**WHAT THE EXERCISE ASKS**
Pictures aside, write every record out again word for word.

**DATA EXCERPTS**
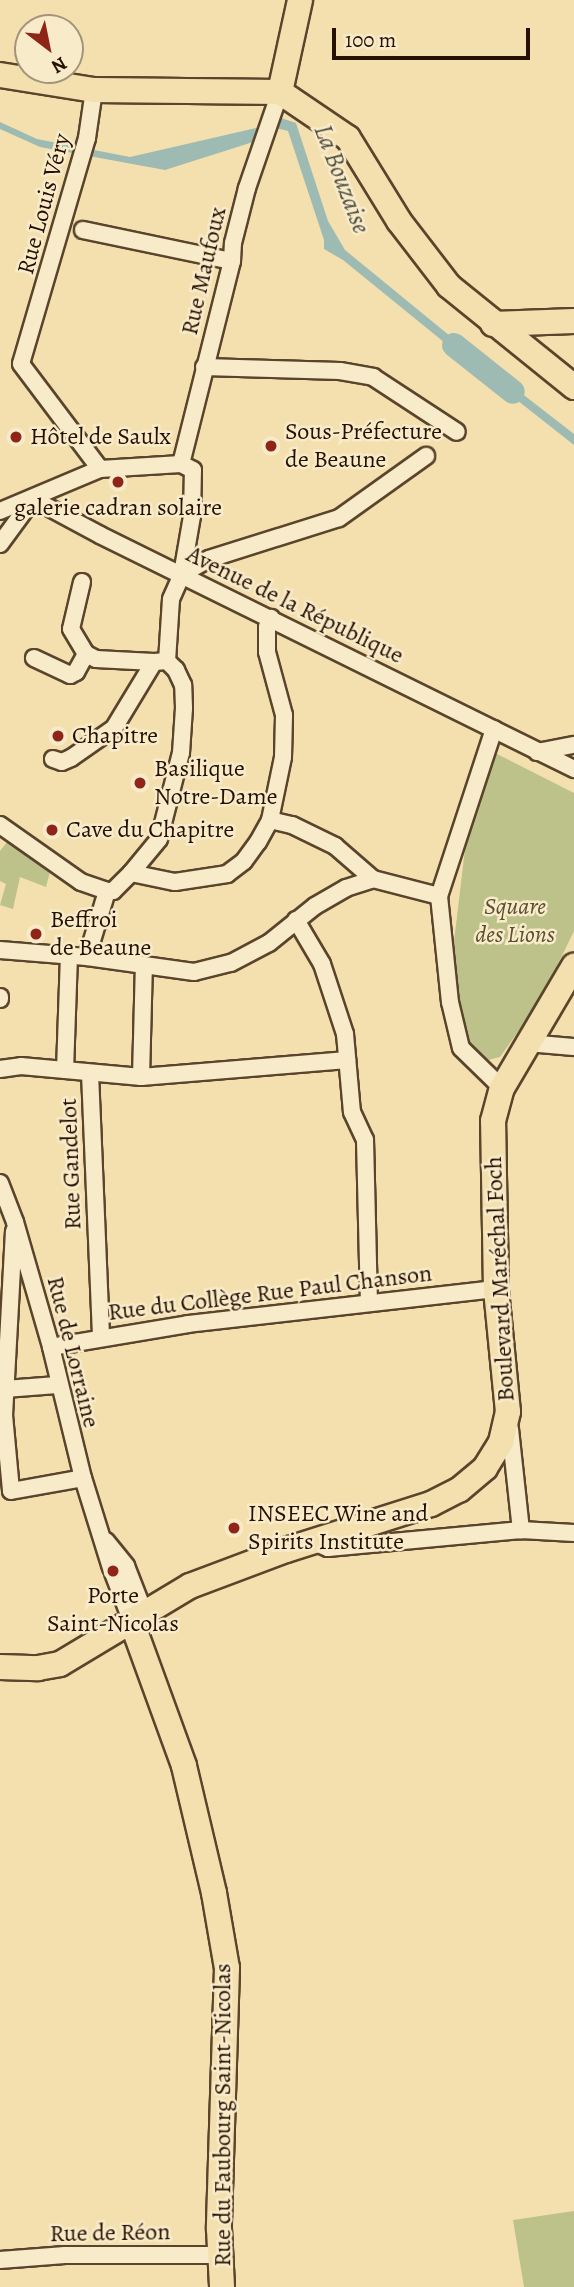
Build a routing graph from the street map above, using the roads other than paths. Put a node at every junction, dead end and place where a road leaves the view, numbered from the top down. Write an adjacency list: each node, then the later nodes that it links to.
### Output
1 (300, 0): 4 (main road)
2 (0, 75): 3 (main road)
3 (94, 90): 4 (main road); 14 (street, Rue Louis Véry)
4 (280, 92): 6 (street, Rue Maufoux); 8 (main road)
5 (83, 230): 6 (street)
6 (232, 261): 9 (street, Rue Maufoux)
7 (574, 321): 8 (main road)
8 (493, 324): 10 (main road)
9 (204, 367): 11 (street); 13 (street, Rue Maufoux)
10 (574, 387)
11 (457, 432)
12 (426, 456): 18 (street)
13 (181, 464): 14 (street); 18 (street)
14 (100, 469): 15 (street)
15 (33, 499): 16 (street); 17 (street); 18 (street, Avenue de la République)
16 (0, 510)
17 (0, 544)
18 (182, 574): 20 (street, Avenue de la République); 23 (street)
19 (82, 582): 21 (street)
20 (271, 618): 24 (street, Avenue de la République); 29 (street)
21 (86, 654): 22 (street); 23 (street)
22 (34, 658)
23 (160, 661): 27 (street); 31 (street)
24 (494, 729): 26 (street, Avenue de la République); 34 (street)
25 (574, 745): 26 (street)
26 (537, 752): 28 (street, Avenue de la République)
27 (53, 759)
28 (574, 769)
29 (270, 820): 31 (street); 32 (street)
30 (0, 825): 33 (street)
31 (131, 873): 33 (street)
32 (373, 879): 34 (street); 35 (street)
33 (107, 891): 38 (street)
34 (439, 896): 48 (street)
35 (296, 920): 39 (street); 43 (street)
36 (0, 950): 37 (street)
37 (69, 955): 38 (street); 45 (street)
38 (87, 957): 39 (street)
39 (144, 965): 47 (street)
40 (574, 967): 41 (main road, Boulevard Maréchal Foch)
41 (527, 1042): 42 (street); 48 (main road, Boulevard Maréchal Foch)
42 (574, 1046)
43 (347, 1060): 47 (street); 52 (street)
44 (0, 1069): 45 (street)
45 (65, 1070): 46 (street)
46 (90, 1073): 47 (street); 53 (street, Rue Gandelot)
47 (141, 1077)
48 (502, 1088): 51 (main road, Boulevard Maréchal Foch)
49 (0, 1183): 50 (street, Rue de Lorraine)
50 (15, 1222): 54 (street, Rue de Lorraine); 56 (street)
51 (496, 1289): 52 (street, Rue du Collège Rue Paul Chanson); 58 (main road, Boulevard Maréchal Foch)
52 (369, 1301): 53 (street, Rue du Collège Rue Paul Chanson)
53 (101, 1337): 54 (street, Rue du Collège Rue Paul Chanson)
54 (51, 1347): 55 (street, Rue de Lorraine)
55 (57, 1385): 56 (street); 59 (street, Rue de Lorraine)
56 (5, 1389): 57 (street)
57 (3, 1462): 59 (street)
58 (503, 1463): 60 (street); 63 (main road, Boulevard Maréchal Foch)
59 (82, 1478): 61 (street, Rue de Lorraine)
60 (521, 1531): 62 (street); 63 (street)
61 (100, 1533): 64 (street, Rue de Lorraine); 64 (street, Rue de Lorraine)
62 (574, 1534)
63 (311, 1542): 64 (main road, Boulevard Maréchal Foch)
64 (142, 1622): 65 (main road, Boulevard Maréchal Foch); 66 (main road, Rue du Faubourg Saint-Nicolas)
65 (60, 1664): 66 (main road); 67 (main road)
66 (148, 1664): 68 (main road, Rue du Faubourg Saint-Nicolas)
67 (0, 1667)
68 (220, 2255): 69 (street, Rue de Réon); 70 (main road, Rue du Faubourg Saint-Nicolas)
69 (0, 2260)
70 (222, 2287)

**OUTPUT BELOW**
Build a routing graph from the street map above, using the roads other than paths. Put a node at every junction, dead end and place where a road leaves the view, numbered from the top down. Write an adjacency list: each node, then the later nodes that it links to.
### Output
1 (300, 0): 4 (main road)
2 (0, 75): 3 (main road)
3 (94, 90): 4 (main road); 14 (street, Rue Louis Véry)
4 (280, 92): 6 (street, Rue Maufoux); 8 (main road)
5 (83, 230): 6 (street)
6 (232, 261): 9 (street, Rue Maufoux)
7 (574, 321): 8 (main road)
8 (493, 324): 10 (main road)
9 (204, 367): 11 (street); 13 (street, Rue Maufoux)
10 (574, 387)
11 (457, 432)
12 (426, 456): 18 (street)
13 (181, 464): 14 (street); 18 (street)
14 (100, 469): 15 (street)
15 (33, 499): 16 (street); 17 (street); 18 (street, Avenue de la République)
16 (0, 510)
17 (0, 544)
18 (182, 574): 20 (street, Avenue de la République); 23 (street)
19 (82, 582): 21 (street)
20 (271, 618): 24 (street, Avenue de la République); 29 (street)
21 (86, 654): 22 (street); 23 (street)
22 (34, 658)
23 (160, 661): 27 (street); 31 (street)
24 (494, 729): 26 (street, Avenue de la République); 34 (street)
25 (574, 745): 26 (street)
26 (537, 752): 28 (street, Avenue de la République)
27 (53, 759)
28 (574, 769)
29 (270, 820): 31 (street); 32 (street)
30 (0, 825): 33 (street)
31 (131, 873): 33 (street)
32 (373, 879): 34 (street); 35 (street)
33 (107, 891): 38 (street)
34 (439, 896): 48 (street)
35 (296, 920): 39 (street); 43 (street)
36 (0, 950): 37 (street)
37 (69, 955): 38 (street); 45 (street)
38 (87, 957): 39 (street)
39 (144, 965): 47 (street)
40 (574, 967): 41 (main road, Boulevard Maréchal Foch)
41 (527, 1042): 42 (street); 48 (main road, Boulevard Maréchal Foch)
42 (574, 1046)
43 (347, 1060): 47 (street); 52 (street)
44 (0, 1069): 45 (street)
45 (65, 1070): 46 (street)
46 (90, 1073): 47 (street); 53 (street, Rue Gandelot)
47 (141, 1077)
48 (502, 1088): 51 (main road, Boulevard Maréchal Foch)
49 (0, 1183): 50 (street, Rue de Lorraine)
50 (15, 1222): 54 (street, Rue de Lorraine); 56 (street)
51 (496, 1289): 52 (street, Rue du Collège Rue Paul Chanson); 58 (main road, Boulevard Maréchal Foch)
52 (369, 1301): 53 (street, Rue du Collège Rue Paul Chanson)
53 (101, 1337): 54 (street, Rue du Collège Rue Paul Chanson)
54 (51, 1347): 55 (street, Rue de Lorraine)
55 (57, 1385): 56 (street); 59 (street, Rue de Lorraine)
56 (5, 1389): 57 (street)
57 (3, 1462): 59 (street)
58 (503, 1463): 60 (street); 63 (main road, Boulevard Maréchal Foch)
59 (82, 1478): 61 (street, Rue de Lorraine)
60 (521, 1531): 62 (street); 63 (street)
61 (100, 1533): 64 (street, Rue de Lorraine); 64 (street, Rue de Lorraine)
62 (574, 1534)
63 (311, 1542): 64 (main road, Boulevard Maréchal Foch)
64 (142, 1622): 65 (main road, Boulevard Maréchal Foch); 66 (main road, Rue du Faubourg Saint-Nicolas)
65 (60, 1664): 66 (main road); 67 (main road)
66 (148, 1664): 68 (main road, Rue du Faubourg Saint-Nicolas)
67 (0, 1667)
68 (220, 2255): 69 (street, Rue de Réon); 70 (main road, Rue du Faubourg Saint-Nicolas)
69 (0, 2260)
70 (222, 2287)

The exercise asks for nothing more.